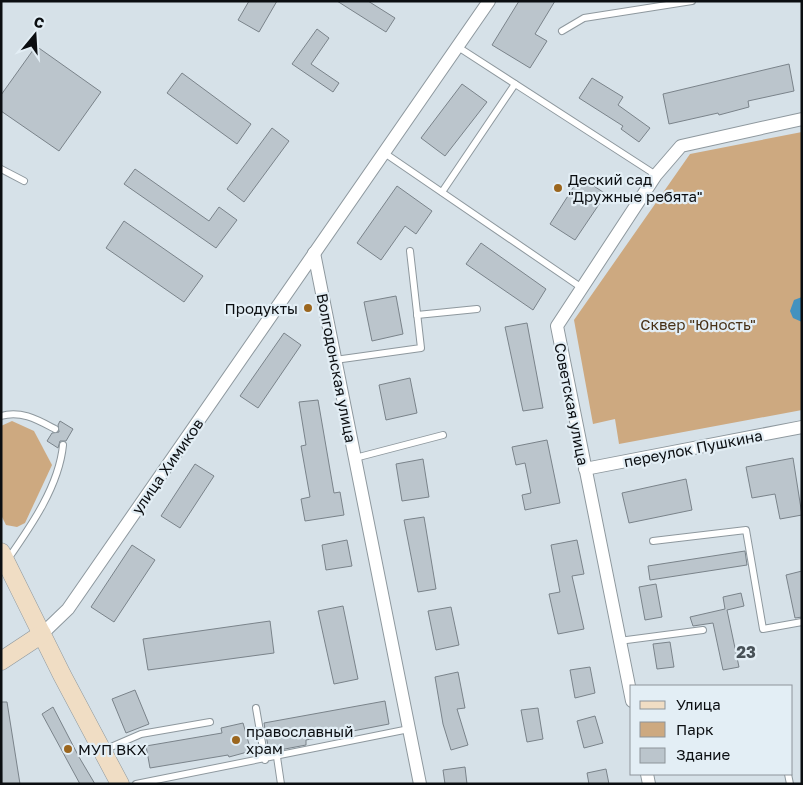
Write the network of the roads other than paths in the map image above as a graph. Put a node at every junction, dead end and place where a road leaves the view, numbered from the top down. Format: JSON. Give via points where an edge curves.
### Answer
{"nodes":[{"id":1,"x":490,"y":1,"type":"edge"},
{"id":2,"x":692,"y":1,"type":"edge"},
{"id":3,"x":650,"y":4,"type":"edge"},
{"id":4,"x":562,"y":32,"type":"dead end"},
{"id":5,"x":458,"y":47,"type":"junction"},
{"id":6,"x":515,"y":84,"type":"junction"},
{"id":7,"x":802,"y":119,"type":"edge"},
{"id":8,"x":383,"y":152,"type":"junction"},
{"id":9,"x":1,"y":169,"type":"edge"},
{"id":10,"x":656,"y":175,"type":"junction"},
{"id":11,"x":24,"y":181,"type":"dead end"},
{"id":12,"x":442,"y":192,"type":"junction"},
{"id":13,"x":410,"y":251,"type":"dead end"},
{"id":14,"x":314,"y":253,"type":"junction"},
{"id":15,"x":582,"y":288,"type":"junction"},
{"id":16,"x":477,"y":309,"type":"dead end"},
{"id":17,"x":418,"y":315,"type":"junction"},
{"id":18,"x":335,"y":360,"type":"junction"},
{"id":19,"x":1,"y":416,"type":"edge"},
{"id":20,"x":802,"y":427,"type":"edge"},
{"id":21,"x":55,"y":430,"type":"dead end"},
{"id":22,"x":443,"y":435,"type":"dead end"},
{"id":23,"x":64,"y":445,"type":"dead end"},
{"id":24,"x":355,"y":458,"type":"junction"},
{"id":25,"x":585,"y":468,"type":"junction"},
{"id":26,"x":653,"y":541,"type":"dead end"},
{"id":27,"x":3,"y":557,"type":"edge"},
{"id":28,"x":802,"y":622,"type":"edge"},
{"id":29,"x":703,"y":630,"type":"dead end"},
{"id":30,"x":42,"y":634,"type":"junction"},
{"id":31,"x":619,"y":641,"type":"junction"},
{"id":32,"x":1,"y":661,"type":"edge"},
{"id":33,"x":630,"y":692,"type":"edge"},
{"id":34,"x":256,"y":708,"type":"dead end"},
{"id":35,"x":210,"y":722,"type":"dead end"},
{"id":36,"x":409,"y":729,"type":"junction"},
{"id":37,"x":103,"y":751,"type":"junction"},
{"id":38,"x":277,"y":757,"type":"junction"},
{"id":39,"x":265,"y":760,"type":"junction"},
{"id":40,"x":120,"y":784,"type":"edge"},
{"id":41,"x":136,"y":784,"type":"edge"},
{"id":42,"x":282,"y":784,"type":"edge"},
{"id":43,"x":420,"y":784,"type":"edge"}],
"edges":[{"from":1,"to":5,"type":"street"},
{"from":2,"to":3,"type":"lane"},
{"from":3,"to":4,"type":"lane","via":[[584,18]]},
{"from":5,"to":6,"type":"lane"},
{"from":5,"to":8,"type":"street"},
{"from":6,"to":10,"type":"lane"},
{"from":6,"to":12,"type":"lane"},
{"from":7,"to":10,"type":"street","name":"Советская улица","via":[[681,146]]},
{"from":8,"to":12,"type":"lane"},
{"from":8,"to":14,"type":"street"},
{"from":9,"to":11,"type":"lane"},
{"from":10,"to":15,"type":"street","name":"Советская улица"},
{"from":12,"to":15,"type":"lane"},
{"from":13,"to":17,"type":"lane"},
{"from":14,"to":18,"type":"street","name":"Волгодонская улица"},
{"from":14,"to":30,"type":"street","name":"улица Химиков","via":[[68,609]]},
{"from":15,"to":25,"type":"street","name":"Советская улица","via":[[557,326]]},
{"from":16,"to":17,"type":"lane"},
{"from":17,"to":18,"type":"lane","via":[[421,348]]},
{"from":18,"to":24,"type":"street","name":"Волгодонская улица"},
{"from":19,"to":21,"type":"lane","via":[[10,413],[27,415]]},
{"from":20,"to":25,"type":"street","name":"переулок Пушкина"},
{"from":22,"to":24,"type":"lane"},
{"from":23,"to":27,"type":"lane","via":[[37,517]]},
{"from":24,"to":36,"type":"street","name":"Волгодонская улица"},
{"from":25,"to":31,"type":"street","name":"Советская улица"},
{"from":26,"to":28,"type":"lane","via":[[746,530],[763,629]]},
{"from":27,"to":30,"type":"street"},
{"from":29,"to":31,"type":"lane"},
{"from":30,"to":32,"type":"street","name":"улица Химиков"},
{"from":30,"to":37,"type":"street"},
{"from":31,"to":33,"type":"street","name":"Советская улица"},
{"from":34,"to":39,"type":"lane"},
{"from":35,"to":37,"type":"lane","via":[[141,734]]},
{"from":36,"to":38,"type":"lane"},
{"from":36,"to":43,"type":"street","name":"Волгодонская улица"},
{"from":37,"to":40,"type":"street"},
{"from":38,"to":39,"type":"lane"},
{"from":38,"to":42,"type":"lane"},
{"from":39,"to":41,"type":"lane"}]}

·····

How many of the lines above include the word "dead"? Respond with the number alone.

12